Member of the Newfoundland House of Assembly for Bonavista Bay
- In office November 6, 1906 – October 30, 1913 Serving with Sydney Blandford (1906–1913) Mark Chaplin (1906–1908) William C. Winsor (1908–1913)
- Preceded by: Alfred B. Morine
- Succeeded by: John Abbott William Coaker Robert G. Winsor
- In office November 10, 1888 – October 28, 1897 Serving with Alfred B. Morine (1888–1897) Frederick White (1888–1889) Samuel Blandford (1889–1893) Darius Blandford (1893–1897)
- Preceded by: Abram Kean
- Succeeded by: John Cowan John A. Robinson

Personal details
- Born: April 22, 1857 St. John's, Newfoundland Colony
- Died: April 24, 1924 (aged 67) Hollywood, California, U.S.
- Party: Conservative (1889–1908) People's (1908–1913)
- Spouse: Cassie Trapnell
- Occupation: Lawyer

= Donald Morison =

Newfoundland lawyer, judge and politician (1857–1924)

Donald Morison (April 22, 1857 – April 24, 1924) was a Newfoundland lawyer, judge and politician.

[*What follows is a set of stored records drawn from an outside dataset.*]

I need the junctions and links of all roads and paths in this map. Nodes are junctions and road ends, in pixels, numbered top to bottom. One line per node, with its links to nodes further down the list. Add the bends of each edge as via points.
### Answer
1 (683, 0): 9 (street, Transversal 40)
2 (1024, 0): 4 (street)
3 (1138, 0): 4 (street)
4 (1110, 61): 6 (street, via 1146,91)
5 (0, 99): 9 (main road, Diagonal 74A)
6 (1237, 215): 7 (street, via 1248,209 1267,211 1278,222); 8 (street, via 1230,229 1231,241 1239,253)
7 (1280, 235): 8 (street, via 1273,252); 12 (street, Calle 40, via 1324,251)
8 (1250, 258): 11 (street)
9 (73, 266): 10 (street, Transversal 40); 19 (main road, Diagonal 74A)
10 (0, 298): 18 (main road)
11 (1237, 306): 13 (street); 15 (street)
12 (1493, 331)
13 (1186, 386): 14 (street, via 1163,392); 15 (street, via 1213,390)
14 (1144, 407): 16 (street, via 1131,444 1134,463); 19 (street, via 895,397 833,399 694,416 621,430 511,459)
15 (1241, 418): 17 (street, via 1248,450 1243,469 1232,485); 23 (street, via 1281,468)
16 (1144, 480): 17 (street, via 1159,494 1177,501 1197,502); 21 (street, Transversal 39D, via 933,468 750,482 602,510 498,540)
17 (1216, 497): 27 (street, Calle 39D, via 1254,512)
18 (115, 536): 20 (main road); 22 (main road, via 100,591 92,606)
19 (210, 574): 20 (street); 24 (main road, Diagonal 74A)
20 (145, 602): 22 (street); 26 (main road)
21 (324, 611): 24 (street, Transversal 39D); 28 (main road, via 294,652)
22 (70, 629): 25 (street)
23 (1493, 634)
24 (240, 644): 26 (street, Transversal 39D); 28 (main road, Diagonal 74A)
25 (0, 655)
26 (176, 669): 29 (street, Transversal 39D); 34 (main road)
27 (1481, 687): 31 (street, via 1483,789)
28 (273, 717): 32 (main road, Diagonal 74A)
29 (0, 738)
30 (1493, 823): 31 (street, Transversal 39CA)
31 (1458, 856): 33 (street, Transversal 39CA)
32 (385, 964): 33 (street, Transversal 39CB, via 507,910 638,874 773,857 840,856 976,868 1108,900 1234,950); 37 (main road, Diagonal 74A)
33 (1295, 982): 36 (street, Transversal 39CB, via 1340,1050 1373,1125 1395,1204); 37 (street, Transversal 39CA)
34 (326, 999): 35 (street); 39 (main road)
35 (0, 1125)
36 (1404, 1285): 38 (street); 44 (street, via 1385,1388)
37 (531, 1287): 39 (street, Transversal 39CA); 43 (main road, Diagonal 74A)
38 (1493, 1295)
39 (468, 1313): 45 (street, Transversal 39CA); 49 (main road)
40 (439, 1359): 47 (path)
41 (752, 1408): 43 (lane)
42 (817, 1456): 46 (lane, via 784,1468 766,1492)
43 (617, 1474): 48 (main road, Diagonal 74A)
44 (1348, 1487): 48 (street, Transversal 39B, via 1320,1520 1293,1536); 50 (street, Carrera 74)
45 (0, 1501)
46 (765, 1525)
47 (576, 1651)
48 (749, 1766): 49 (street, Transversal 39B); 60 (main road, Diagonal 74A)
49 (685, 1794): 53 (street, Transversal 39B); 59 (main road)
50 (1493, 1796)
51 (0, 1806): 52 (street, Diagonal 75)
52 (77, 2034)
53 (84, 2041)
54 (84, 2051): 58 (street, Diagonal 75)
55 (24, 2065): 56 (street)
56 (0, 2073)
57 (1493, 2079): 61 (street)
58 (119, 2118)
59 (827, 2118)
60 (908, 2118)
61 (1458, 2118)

He represented Bonavista in the Newfoundland House of Assembly from 1888 to 1897 and from 1906 to 1913.

The son of William D. Morison and Bessie Whithall, he was born in St. John's and was educated at the General Protestant Academy there. Morison articled with James S. Winter and was called to the bar in 1881, becoming Winter's partner. He married Cassie Trapnell. He was first elected to the Newfoundland assembly in an 1888 by-election, the first election in the colony to make use of a secret ballot. Morrison served in the Executive Council as Attorney General. He was a member of the municipal council for St. John's from 1892 to 1896. He did not run for re-election to the assembly in 1897. Morrison was a justice of the Supreme Court of Newfoundland from 1898 to 1904.

He resigned from the bench in 1904 to re-enter politics. He ran unsuccessfully for a seat in the assembly as a co-leader of the United Opposition Party but was subsequently elected in a 1906 by-election. He joined Edward P. Morris's People's Party in 1908. He was named Minister of Justice in Morris' Executive Council in 1909. Morison was defeated when he ran for re-election in 1913. He retired from politics and returned to the practice of law.

Morrison convinced the cabinet to pass the Law Society Act, which allowed women to become lawyers, in 1911 after his niece Janet Morison Miller was not allowed to write her examinations by the law society. Miller moved to Scotland before she was able to take the examination but Louise Saunders later became the first woman called to the Newfoundland bar.

Morison served as provincial Grand Master for the Orange Order.

He died in Hollywood while visiting one of his sons.